Öcalan’ın çözüm perspektifini kaostan bir çıkış olarak değerlendiren Av. Köklü, şöyle konuştu:
‘’Bir taraftan devlet aklına çözüm için çağrı ortaya koyarken, Kürtler için de ortak bir akla işaret ediyordu. Kürtler açısından özgür insan, özgür yaşam, özgür toplum merkezli bir Kürt aklıydı. Bu özgür Kürt aklının gelişmesinin çok daha güçlü olduğu bir döneme geçiyoruz.
Siyasal çözümü geliştirmenin temel koşullarından biri olarak da demokratik ittifaka ve demokratik müzakereyi ortaya koyuyordu. Sayın Öcalan’ın çözüm perspektifi insanlara bütün bu kaostan çıkış olarak bir çözüm ortaya koyarken buna karşı geliştirilen çözümsüzlüğü daha da derinleştiriyor. 1999’dan bugüne kadar devam eden Uluslararası Komplo ve beraberinde başlayan savaş konseptinin Irak’ta, Suriye’de ve parça parça Ortadoğu’nun diğer ülkelerinde çözümsüzlüğü daha da derinleştirdiği görülüyor."

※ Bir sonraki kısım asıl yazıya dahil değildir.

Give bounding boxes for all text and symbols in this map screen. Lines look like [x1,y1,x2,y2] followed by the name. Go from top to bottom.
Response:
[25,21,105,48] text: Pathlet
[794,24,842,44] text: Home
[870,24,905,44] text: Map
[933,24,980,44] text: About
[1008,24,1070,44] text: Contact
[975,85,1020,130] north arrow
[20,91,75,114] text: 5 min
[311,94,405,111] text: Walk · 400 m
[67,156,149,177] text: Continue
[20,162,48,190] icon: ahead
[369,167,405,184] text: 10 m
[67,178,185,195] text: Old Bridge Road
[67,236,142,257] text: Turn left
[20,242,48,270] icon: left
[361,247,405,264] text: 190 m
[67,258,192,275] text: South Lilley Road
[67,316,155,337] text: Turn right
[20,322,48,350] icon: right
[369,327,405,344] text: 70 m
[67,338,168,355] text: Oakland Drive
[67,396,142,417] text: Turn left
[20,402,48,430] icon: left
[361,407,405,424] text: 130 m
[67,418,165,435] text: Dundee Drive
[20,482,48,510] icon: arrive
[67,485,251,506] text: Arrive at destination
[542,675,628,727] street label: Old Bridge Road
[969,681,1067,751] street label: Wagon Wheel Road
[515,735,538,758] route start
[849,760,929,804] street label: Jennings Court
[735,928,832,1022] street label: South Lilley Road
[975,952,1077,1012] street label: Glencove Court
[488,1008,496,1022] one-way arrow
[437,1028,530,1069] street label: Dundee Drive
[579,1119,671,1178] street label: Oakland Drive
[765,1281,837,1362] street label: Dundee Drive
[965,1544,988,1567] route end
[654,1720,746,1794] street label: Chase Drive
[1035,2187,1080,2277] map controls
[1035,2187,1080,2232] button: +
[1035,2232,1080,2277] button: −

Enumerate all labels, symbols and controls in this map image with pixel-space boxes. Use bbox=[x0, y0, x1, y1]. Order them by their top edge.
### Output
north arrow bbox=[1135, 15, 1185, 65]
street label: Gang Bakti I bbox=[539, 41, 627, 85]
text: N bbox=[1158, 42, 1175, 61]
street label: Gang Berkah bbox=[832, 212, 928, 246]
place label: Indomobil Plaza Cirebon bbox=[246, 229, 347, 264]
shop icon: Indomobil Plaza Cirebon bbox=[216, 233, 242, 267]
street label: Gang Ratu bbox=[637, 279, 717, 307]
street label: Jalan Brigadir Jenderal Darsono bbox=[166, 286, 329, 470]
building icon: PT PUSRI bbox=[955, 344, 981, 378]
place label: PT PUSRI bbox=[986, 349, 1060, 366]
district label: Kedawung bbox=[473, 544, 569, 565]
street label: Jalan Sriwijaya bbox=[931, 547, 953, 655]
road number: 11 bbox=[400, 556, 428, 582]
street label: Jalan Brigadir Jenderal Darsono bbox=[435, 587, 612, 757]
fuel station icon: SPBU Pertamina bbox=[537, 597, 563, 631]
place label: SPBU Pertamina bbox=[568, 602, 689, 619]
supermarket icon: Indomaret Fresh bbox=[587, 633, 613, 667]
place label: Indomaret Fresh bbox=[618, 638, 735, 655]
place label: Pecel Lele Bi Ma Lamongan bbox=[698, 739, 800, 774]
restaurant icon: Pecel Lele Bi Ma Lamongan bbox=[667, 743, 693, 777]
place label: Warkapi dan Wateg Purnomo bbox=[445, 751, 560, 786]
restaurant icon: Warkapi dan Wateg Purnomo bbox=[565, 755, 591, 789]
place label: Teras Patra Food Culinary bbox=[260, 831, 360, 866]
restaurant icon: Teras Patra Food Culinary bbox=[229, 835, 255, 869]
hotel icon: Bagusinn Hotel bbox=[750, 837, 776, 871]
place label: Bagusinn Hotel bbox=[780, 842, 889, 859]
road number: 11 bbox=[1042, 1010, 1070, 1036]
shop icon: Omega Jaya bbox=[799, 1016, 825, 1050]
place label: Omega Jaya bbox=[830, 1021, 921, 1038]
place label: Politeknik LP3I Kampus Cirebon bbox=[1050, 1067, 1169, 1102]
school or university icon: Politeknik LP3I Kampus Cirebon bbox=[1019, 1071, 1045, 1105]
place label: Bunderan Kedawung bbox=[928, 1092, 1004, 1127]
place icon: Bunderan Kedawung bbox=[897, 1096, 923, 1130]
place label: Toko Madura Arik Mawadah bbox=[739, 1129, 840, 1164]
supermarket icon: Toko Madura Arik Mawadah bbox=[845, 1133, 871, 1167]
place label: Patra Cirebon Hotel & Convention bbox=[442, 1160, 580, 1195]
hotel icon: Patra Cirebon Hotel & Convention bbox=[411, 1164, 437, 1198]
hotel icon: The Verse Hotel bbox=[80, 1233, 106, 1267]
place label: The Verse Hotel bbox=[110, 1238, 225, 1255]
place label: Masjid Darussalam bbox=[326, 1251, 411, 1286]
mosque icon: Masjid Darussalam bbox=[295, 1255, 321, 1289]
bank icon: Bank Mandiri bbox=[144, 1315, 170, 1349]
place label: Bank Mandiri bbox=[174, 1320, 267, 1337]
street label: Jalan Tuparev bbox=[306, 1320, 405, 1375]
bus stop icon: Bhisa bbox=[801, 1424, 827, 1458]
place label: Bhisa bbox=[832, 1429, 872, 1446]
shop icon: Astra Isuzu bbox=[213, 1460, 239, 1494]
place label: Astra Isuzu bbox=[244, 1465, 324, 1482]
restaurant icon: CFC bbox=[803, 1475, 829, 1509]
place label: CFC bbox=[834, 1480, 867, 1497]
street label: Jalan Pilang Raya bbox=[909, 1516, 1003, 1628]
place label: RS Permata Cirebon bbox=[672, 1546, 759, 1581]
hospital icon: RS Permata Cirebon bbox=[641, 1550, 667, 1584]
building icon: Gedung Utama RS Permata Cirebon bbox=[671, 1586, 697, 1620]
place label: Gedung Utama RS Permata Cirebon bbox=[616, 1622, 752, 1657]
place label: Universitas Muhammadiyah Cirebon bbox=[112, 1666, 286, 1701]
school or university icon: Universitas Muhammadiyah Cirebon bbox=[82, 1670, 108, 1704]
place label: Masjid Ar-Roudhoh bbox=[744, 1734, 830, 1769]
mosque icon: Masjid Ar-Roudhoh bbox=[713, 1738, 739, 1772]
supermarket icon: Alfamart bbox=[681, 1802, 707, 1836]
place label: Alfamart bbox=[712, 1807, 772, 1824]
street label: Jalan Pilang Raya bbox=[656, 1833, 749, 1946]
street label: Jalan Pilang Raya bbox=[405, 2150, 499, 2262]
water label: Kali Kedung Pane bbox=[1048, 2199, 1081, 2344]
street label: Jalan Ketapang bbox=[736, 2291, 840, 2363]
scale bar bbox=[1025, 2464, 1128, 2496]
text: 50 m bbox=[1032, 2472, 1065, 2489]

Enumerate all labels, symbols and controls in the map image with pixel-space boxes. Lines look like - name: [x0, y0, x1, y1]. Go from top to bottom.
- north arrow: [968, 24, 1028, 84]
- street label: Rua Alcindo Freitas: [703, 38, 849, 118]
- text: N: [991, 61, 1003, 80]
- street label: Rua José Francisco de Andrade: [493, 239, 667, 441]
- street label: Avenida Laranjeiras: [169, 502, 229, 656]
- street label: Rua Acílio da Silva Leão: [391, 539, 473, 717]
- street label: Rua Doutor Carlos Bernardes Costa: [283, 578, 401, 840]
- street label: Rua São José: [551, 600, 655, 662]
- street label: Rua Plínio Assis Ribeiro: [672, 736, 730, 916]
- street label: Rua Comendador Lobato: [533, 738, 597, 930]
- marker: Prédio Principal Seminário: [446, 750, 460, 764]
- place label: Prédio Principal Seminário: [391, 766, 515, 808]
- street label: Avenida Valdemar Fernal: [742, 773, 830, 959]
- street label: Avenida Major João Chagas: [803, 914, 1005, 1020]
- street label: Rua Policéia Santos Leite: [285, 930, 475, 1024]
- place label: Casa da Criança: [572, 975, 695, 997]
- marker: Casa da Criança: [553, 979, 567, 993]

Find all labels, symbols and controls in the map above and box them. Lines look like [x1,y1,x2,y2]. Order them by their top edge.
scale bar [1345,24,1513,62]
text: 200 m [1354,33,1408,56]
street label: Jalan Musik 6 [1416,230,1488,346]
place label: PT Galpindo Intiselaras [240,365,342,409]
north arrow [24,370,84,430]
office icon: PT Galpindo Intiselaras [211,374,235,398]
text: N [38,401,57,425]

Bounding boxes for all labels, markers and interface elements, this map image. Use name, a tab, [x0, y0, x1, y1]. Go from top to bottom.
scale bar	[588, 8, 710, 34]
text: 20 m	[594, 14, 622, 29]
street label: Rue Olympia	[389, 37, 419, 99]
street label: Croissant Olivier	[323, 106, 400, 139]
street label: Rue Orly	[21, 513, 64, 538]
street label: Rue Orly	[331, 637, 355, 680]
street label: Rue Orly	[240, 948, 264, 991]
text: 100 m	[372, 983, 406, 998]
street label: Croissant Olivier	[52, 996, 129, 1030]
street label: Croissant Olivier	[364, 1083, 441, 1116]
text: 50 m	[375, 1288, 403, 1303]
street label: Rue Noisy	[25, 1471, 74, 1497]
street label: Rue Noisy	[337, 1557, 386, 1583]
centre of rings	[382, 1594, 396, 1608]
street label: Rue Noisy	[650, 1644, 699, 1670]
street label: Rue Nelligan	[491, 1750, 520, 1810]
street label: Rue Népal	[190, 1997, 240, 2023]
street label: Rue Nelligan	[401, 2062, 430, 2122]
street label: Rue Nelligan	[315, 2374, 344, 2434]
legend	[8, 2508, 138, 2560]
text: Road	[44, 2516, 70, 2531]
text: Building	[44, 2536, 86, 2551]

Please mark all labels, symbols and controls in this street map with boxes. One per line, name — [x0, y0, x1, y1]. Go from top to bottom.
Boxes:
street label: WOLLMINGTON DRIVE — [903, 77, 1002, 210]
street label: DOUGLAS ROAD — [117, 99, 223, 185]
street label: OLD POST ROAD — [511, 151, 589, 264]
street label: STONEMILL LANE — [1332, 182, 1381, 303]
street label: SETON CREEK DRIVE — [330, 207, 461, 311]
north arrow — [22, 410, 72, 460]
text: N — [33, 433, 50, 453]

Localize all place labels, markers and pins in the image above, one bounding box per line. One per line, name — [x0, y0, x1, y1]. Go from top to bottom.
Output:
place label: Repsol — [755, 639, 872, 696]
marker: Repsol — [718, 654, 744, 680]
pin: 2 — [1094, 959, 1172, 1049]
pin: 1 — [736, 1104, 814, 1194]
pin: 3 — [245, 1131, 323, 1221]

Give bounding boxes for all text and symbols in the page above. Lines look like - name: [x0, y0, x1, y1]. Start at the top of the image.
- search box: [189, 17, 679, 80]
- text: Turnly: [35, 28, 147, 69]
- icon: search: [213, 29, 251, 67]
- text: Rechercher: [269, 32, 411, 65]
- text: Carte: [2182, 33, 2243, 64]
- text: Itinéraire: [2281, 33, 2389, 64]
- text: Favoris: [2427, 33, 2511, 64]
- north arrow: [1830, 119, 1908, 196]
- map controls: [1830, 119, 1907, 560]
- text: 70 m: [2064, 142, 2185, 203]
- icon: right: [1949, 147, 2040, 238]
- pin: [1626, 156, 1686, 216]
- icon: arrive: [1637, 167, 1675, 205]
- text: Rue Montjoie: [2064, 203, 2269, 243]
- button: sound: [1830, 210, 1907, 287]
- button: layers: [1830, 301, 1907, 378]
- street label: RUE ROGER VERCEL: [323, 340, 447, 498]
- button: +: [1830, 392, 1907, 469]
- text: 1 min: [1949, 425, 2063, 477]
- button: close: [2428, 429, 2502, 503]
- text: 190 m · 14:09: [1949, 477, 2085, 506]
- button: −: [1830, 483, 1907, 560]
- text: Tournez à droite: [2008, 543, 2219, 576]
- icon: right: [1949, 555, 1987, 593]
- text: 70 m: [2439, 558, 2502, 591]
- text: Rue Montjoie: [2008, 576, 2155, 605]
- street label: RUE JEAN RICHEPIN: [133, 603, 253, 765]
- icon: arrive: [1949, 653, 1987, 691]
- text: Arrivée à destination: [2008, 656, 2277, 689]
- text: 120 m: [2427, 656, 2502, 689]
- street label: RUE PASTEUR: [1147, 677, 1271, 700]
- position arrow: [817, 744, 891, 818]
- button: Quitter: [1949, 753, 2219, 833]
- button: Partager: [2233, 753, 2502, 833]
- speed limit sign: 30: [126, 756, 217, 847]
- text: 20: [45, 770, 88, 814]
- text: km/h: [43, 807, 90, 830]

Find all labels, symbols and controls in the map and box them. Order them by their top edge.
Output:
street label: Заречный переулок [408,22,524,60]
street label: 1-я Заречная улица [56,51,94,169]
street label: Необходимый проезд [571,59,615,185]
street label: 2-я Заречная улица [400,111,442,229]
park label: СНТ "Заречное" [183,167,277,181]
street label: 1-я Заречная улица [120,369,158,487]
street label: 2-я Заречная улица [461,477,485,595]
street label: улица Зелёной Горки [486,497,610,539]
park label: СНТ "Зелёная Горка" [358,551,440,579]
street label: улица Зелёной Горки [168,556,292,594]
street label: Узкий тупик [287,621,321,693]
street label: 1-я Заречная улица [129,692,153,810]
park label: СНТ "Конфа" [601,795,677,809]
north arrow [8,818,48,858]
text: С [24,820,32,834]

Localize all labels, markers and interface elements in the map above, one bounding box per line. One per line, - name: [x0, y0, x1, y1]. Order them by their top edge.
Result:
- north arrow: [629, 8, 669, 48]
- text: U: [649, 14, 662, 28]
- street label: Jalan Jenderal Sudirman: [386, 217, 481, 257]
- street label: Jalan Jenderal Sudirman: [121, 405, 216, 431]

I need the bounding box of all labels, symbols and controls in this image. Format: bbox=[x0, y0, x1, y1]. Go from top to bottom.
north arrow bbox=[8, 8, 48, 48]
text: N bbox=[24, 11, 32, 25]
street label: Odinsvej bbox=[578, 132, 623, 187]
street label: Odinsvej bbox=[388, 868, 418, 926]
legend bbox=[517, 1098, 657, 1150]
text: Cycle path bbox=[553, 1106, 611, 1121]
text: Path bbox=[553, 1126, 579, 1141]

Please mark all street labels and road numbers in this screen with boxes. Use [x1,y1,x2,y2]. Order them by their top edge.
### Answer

Türkiye’de İmralı tecrit sistemi ile birlikte tıkanmış bir hukuk sistemi söz konusu, bu noktada mücadelemiz şüphesiz ki ulusal düzeyde, bütün ilgili gerekli, savcılık aşamasından tutalım denetim aşaması olarak Anayasa Mahkemesi sürecine kadar gerek Avrupa Konseyi, Avrupa Bakanlar Komitesi, CPT ve ilgili diğer tüm hukuk kurumlarını zorlama ve demokratik kültürü ve ittifakı tartışmayı gerçekleştirmekle yükümlüyüz.
Sayın Öcalan net bir şekilde ifade ediyor, bütün soruları tek bir kelime ile ifade edebiliyor, 'Bin yıllardır yok sayılan Kürtlerin hukukunu oluşturmaya çalışıyoruz.' Tüm halklar için hak ve hukuk kazanımı olduğunu ifade ederek bir mücadele yürütmekle yükümlüyüz. Bu noktada bu şekilde bir çalışma yapmaya çalışıyoruz. Herkesi de bu çerçevede bir çalışmaya davet ediyoruz."